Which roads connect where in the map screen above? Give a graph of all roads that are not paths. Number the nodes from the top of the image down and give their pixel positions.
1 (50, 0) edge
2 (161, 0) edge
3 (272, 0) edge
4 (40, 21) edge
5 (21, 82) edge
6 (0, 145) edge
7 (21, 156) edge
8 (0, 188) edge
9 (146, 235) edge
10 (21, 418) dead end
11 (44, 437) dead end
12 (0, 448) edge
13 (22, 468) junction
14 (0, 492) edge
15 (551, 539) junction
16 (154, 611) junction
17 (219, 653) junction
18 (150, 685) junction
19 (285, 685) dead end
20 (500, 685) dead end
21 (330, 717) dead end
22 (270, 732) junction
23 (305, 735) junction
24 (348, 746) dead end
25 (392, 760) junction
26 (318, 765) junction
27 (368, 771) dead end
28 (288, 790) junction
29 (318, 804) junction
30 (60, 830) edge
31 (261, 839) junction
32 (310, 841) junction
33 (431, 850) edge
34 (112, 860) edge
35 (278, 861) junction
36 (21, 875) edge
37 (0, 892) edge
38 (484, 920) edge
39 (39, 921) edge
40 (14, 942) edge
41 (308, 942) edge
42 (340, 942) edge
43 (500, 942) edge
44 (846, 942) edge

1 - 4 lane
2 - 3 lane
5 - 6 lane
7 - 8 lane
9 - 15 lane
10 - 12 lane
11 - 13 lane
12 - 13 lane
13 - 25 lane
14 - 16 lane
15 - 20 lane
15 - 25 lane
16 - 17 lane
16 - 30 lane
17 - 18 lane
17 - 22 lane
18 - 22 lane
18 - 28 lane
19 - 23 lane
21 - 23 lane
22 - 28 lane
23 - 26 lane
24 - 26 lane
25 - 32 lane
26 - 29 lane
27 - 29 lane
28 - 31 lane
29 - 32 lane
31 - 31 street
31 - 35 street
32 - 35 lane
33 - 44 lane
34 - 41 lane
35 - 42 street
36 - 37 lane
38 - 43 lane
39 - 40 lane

______________________________

Copy every line in the entries above that has the string "street" in it.

31 - 31 street
31 - 35 street
35 - 42 street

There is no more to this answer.